MERLOT: Multimodal Neural Script Knowledge Models

🪴 Anil's Garden

Title: MERLOT: Multimodal Neural Script Knowledge Models
Authors: Rowan Zellers, Ximing Lu, Jack Hessel, Youngjae Yu, Jae Sung Park, Jize Cao, Ali Farhadi, Yejin Choi
Published: 4th June 2021 (Friday) @ 17:57:39
Link: http://arxiv.org/abs/2106.02636v3

Abstract

As humans, we understand events in the visual world contextually, performing multimodal reasoning across time to make inferences about the past, present, and future. We introduce MERLOT, a model that learns multimodal script knowledge by watching millions of YouTube videos with transcribed speech — in an entirely label-free, self-supervised manner. By pretraining with a mix of both frame-level (spatial) and video-level (temporal) objectives, our model not only learns to match images to temporally corresponding words, but also to contextualize what is happening globally over time. As a result, MERLOT exhibits strong out-of-the-box representations of temporal commonsense, and achieves state-of-the-art performance on 12 different video QA datasets when finetuned. It also transfers well to the world of static images, allowing models to reason about the dynamic context behind visual scenes. On Visual Commonsense Reasoning, MERLOT answers questions correctly with 80.6% accuracy, outperforming state-of-the-art models of similar size by over 3%, even those that make heavy use of auxiliary supervised data (like object bounding boxes). Ablation analyses demonstrate the complementary importance of: 1) training on videos versus static images; 2) scaling the magnitude and diversity of the pretraining video corpus; and 3) using diverse objectives that encourage full-stack multimodal reasoning, from the recognition to cognition level.

Multimodal Event Representation Learning Over Time (MERLOT)

Summary of MERLOT from An Introduction to Vision-Language Modeling

achieves video language alignment where the text is temporally aligned with the video.

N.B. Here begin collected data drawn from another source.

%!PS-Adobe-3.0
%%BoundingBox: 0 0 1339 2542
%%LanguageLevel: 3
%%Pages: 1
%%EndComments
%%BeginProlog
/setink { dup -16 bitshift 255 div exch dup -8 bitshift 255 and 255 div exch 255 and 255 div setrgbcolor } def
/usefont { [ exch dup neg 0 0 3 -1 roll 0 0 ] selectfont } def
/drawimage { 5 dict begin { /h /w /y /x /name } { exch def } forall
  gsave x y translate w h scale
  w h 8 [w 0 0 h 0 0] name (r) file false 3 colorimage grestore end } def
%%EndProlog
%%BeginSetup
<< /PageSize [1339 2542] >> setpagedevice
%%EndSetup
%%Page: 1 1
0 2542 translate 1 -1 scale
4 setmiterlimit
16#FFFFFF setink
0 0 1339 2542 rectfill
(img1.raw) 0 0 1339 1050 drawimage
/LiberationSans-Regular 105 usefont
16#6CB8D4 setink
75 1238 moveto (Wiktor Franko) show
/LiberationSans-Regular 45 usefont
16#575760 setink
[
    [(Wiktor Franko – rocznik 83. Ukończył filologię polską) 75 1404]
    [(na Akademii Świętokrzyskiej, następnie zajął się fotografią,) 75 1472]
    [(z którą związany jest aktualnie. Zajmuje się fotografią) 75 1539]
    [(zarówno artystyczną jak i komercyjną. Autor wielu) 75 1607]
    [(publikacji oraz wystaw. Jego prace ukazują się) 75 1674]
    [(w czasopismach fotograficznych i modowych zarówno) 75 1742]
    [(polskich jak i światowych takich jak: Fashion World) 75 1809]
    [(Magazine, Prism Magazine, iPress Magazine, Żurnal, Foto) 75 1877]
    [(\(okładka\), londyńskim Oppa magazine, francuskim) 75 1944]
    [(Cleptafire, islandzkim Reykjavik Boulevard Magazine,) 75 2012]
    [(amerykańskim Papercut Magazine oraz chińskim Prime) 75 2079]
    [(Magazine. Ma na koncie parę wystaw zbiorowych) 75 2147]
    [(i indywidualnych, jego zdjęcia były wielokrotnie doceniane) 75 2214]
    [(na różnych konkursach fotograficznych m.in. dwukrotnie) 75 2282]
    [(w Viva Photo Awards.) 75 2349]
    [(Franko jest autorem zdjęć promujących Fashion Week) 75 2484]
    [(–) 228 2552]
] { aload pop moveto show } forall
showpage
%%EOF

Contrary to VideoBERT, which is trained on curated instructional cooking videos, MERLOT is trained on a large-scale dataset of YouTube videos that is less curated and also more diverse, and where the corresponding text is obtained by ASR. The model uses a transformer network trained in a purely self-supervised way, with a contrastive objective between local text tokens and frame visual tokens, a masked language modeling objective, and a temporal reordering objective. The model demonstrated at the time impressive capabilities on question answering tasks, particularly visual common sense reasoning. First, it is able to transfer the knowledge it has learned from videos to answer questions about what is going to happen next from an image, which demonstrates how video models are useful for understanding the visual world. Second, it is able to answer particularly difficult questions from videos on a wide set of datasets and benchmarks. The main limitation of MERLOT is that it lacks the ability to generate text, which prevents it from demonstrating advanced visual reasoning capabilities. — Summary of MERLOT from An Introduction to Vision-Language Modeling

MERLOT outperforms strong baselines like CLIP [89] and UNITER [22], which independently match images to text and thus cannot reason over long-term contexts as effectively. This capacity for temporal coherence emerges during pretraining: analysis of MERLOT’s attention patterns (Figure 11) show that regions attend to captions that are distant in time (and vice versa), allowing it perform cross-modal coreference to piece together a holistic view of situations.

Ablations of MERLOT show:

Pretraining works better when we train on videos rather than still images, aided crucially by our strategy of corrupting highly visual words in the masked language modeling task
Using a diverse set of videos covering many aspects of everyday situations improves downstream performance compared to curated instructional video corpora [107, 80] which both cover a smaller slice of the visual world (confirming hypotheses from past work [47])
MERLOT’s performance does not saturate even after many epochs of training on the pretraining corpus we curated, YT-Temporal-180M, as it continues to improve performance simply with more pretraining.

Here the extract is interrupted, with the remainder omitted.